In theory, all of the other tools I’ve described can also work after concatenation. One thing to be mindful of, however, is unintentionally allowing data sources with a large dimensionality to have outsized influence. Many of the methods work by computing pairwise distances between entities, and depending on your distance metric of choice, each dimension treated equally means the number of dimensions has to be considered. One way around this is instead of concatenating vectors, computing the pairwise distance matrix of each data source separately, then averaging them together so that each source has equal weight. Scikit-learn APIs generally accept distance matrices as inputs instead of raw vectors by specifying metric='precomputed', as does umap-learn. This trick also offers an opportunity to customize the influence of each source with a weight factor of your choosing.

The scatterplot projections below are based on the genre-describing vectors used above, in addition to high-level audio features that describe mood, provided by the AcousticBrainz API, which itself uses the essentia library.

Each dot represents a track, as represented by two different data sources – 128-dimensional genre embeddings, and 14-dimensional acoustic mood descriptors provided by AcousticBrainz/essentia.

Bridging modalities

Going beyond data sources, high-level entities might be represented by multiple modes of data entirely. Text, images, videos, audio, etc. might all look very different from each other, but as long as they can be boiled down to vectors of (mostly independent) features, you can work with them together. Connecting modalities is a hot topic in modern ML (see CLIP, used by DALL-E). But the bag-of-vectors paradigm is, I think, the easiest way to do it for limited use cases.

So far the example music vectors above have been made up of features extracted from raw audio. Looking for complementary data, I came across a nice dataset of descriptors from rateyourmusic.com – albums were labeled by human listeners according to a taxonomy of atmosphere, form, lyrics, mood, style, and technique. For example, Nirvana’s Nevermind is labeled [energetic, rebellious, angry, malevocals, apathetic, sarcastic, alienation, passionate, anxious, self-hatred]. First, to get the labels into a more useful semantic vector space, I used UMAP to project the term-document matrix into 16 dimensions (I also tried Truncated SVD and PCA). These are then combined with the audio-based features from before, either at the distance matrix stage, or via concatenation in the case of PCA, while being projected down even further to two dimensions for the scatterplots below.

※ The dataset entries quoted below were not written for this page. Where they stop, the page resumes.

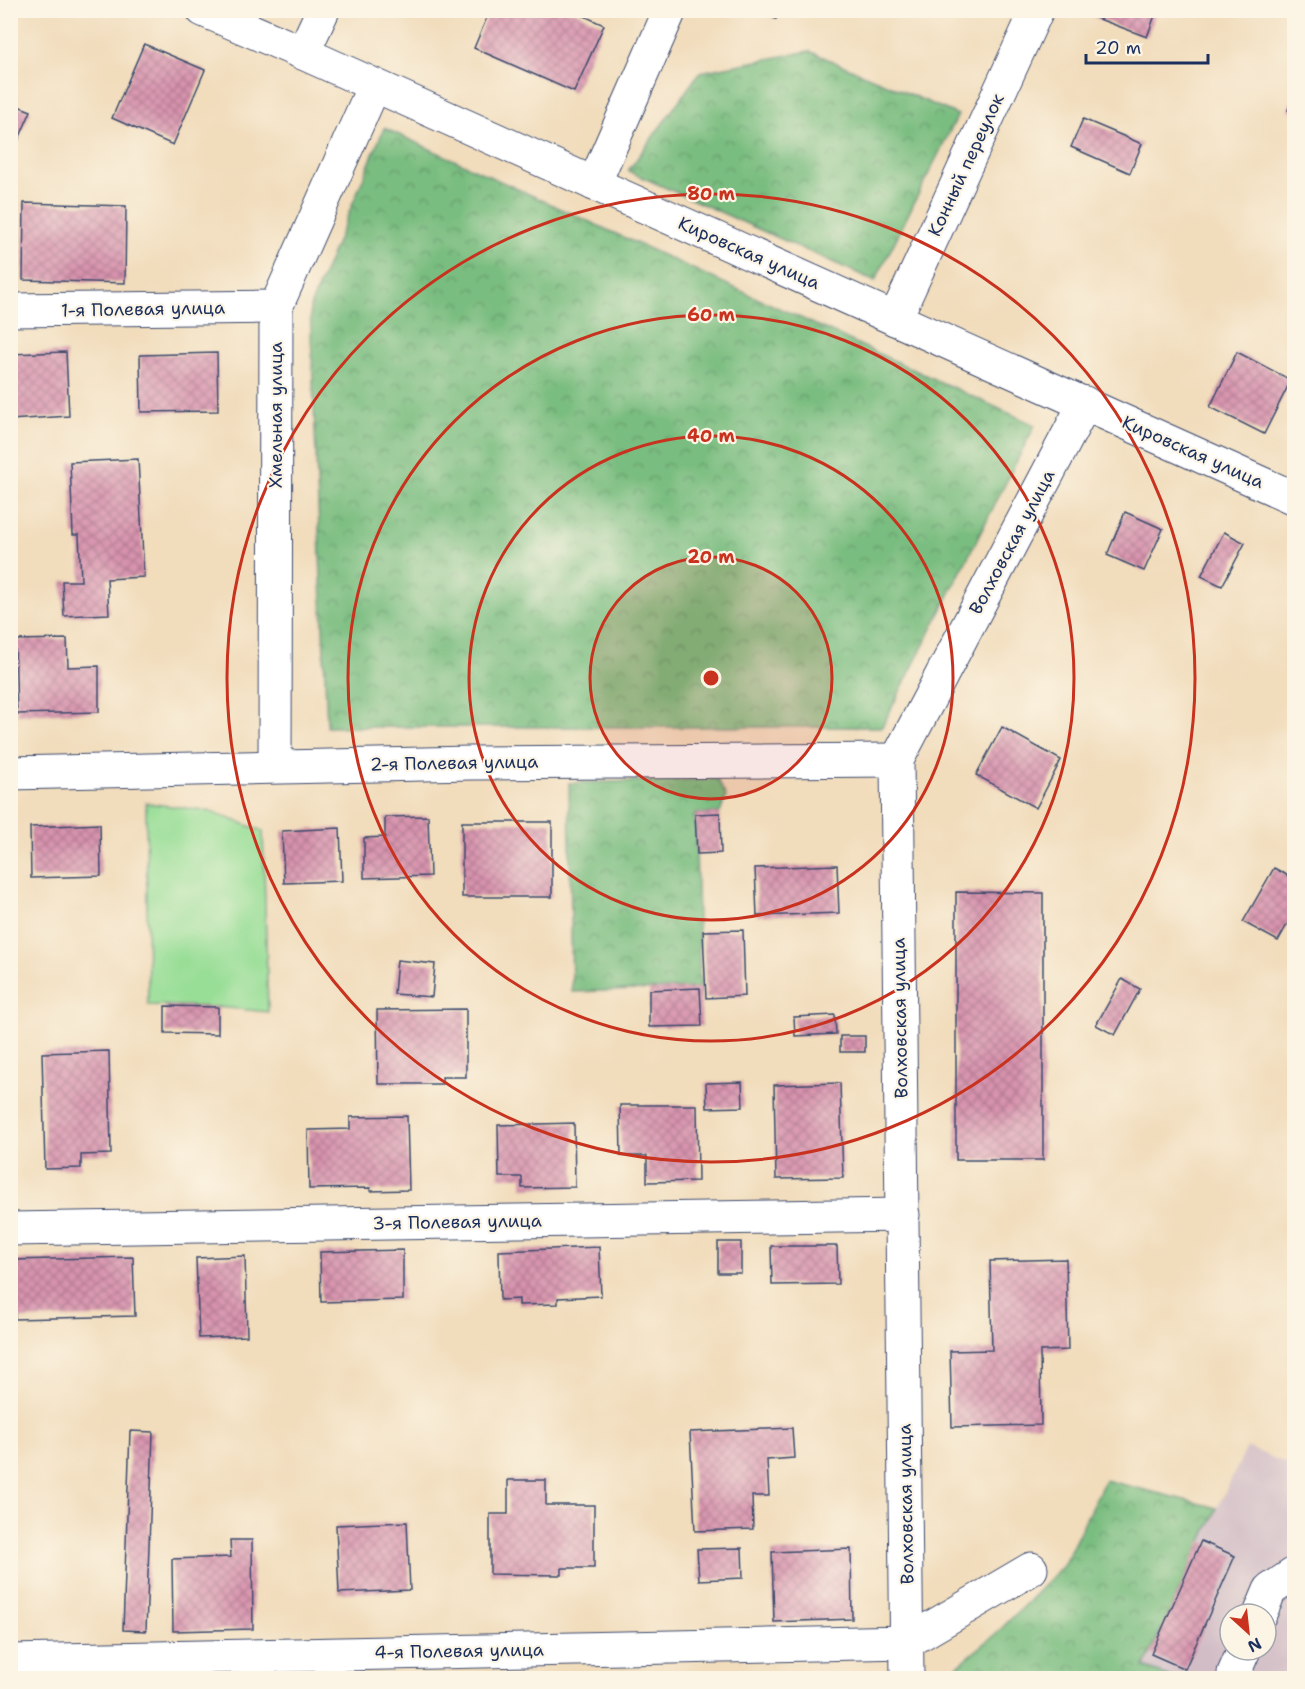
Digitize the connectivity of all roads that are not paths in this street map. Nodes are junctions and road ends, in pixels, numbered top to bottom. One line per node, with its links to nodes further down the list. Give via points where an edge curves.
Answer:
1 (203, 10): 5 (street, Кировская улица)
2 (322, 10): 5 (street)
3 (670, 10): 7 (street)
4 (1036, 10): 10 (street, Конный переулок)
5 (303, 53): 6 (street, Кировская улица)
6 (374, 86): 7 (street, Кировская улица); 8 (street, Хмельная улица)
7 (594, 184): 10 (street, Кировская улица)
8 (276, 307): 9 (street, 1-я Полевая улица); 14 (street, Хмельная улица)
9 (10, 310)
10 (895, 319): 11 (street, Кировская улица)
11 (1085, 404): 12 (street, Кировская улица); 13 (street, Волховская улица)
12 (1294, 498)
13 (897, 760): 14 (street, 2-я Полевая улица); 16 (street, Волховская улица)
14 (275, 766): 15 (street, 2-я Полевая улица)
15 (10, 773)
16 (903, 1215): 17 (street, 3-я Полевая улица); 21 (street, Волховская улица)
17 (10, 1229)
18 (1031, 1569): 21 (street)
19 (1294, 1574): 20 (street, via 1270,1590)
20 (1265, 1602)
21 (907, 1642): 22 (street, 4-я Полевая улица); 23 (street, Волховская улица)
22 (10, 1661)
23 (907, 1678)

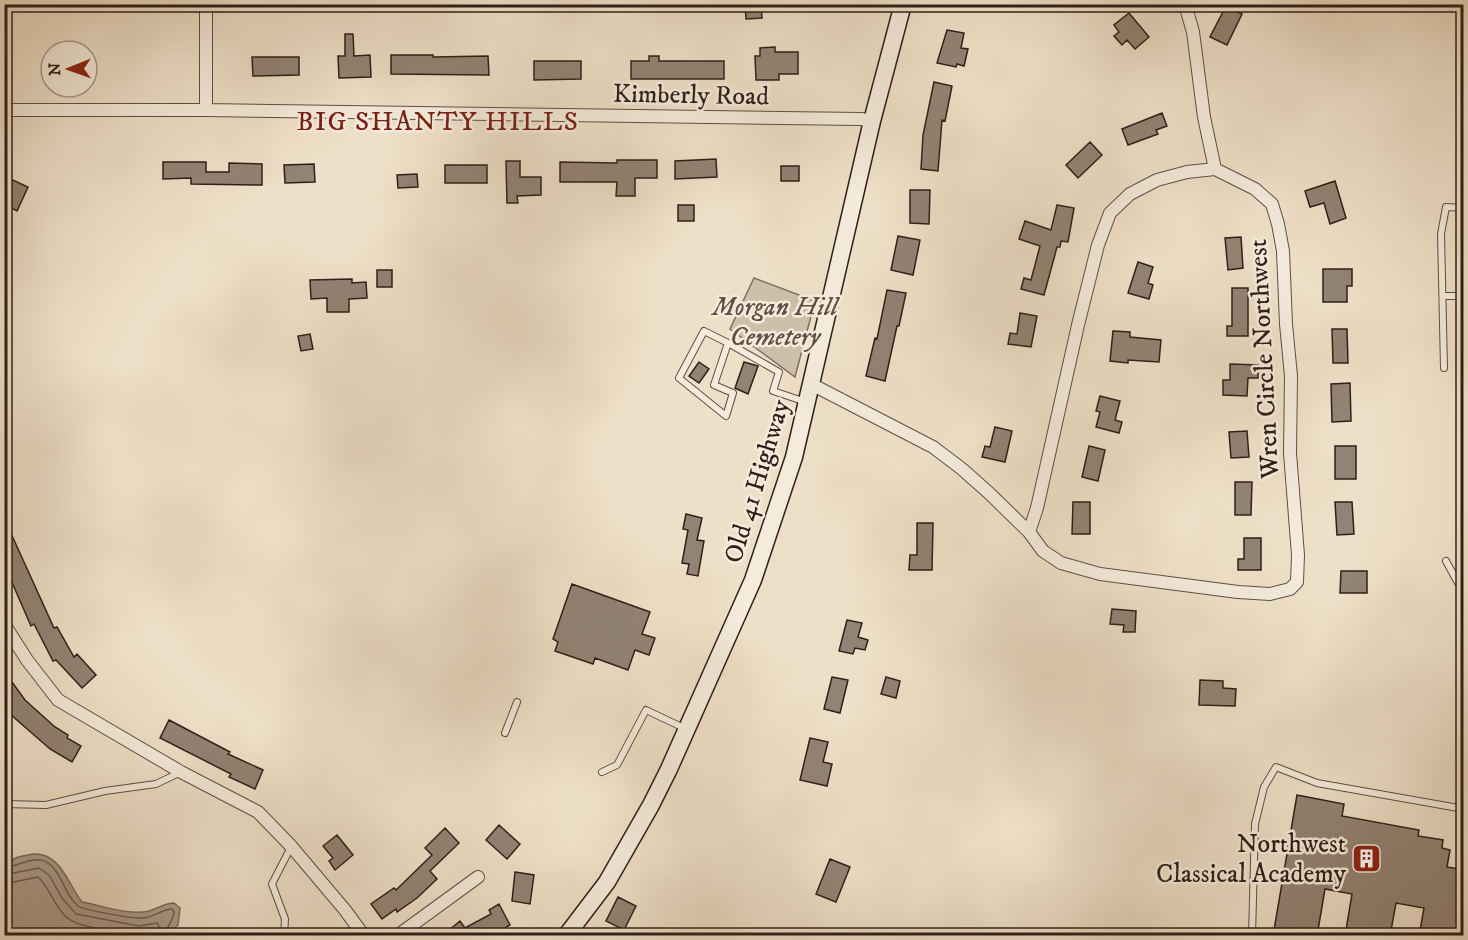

Each dot represents an album, as represented by up to three different data sources – aggregated 128-dimensional genre embeddings, aggregated 14-dimensional acoustic mood descriptors, and 16-dimensional vectors based on human labels from rateyourmusic.com.

Conclusion

If you employ these paradigms enough times for enough datasets, you’ll start to think in vectors. “My company needs to do X with a bunch of Ys… how would I design vectors to represent Ys?” Or even outside of work, “I should buy a new car soon.. hmm, I wonder what car model vectors would look like?”

Again, the title of this post is a bit facetious. Vectors themselves are not the magic sauce, but rather a mental and practical bridge between worlds. In one world, we obsess over how to represent Things as numbers – deciding their most important features and scrutinizing data quality. In the other world, we’re able to place these numbers inside a black box, and use them to learn and build.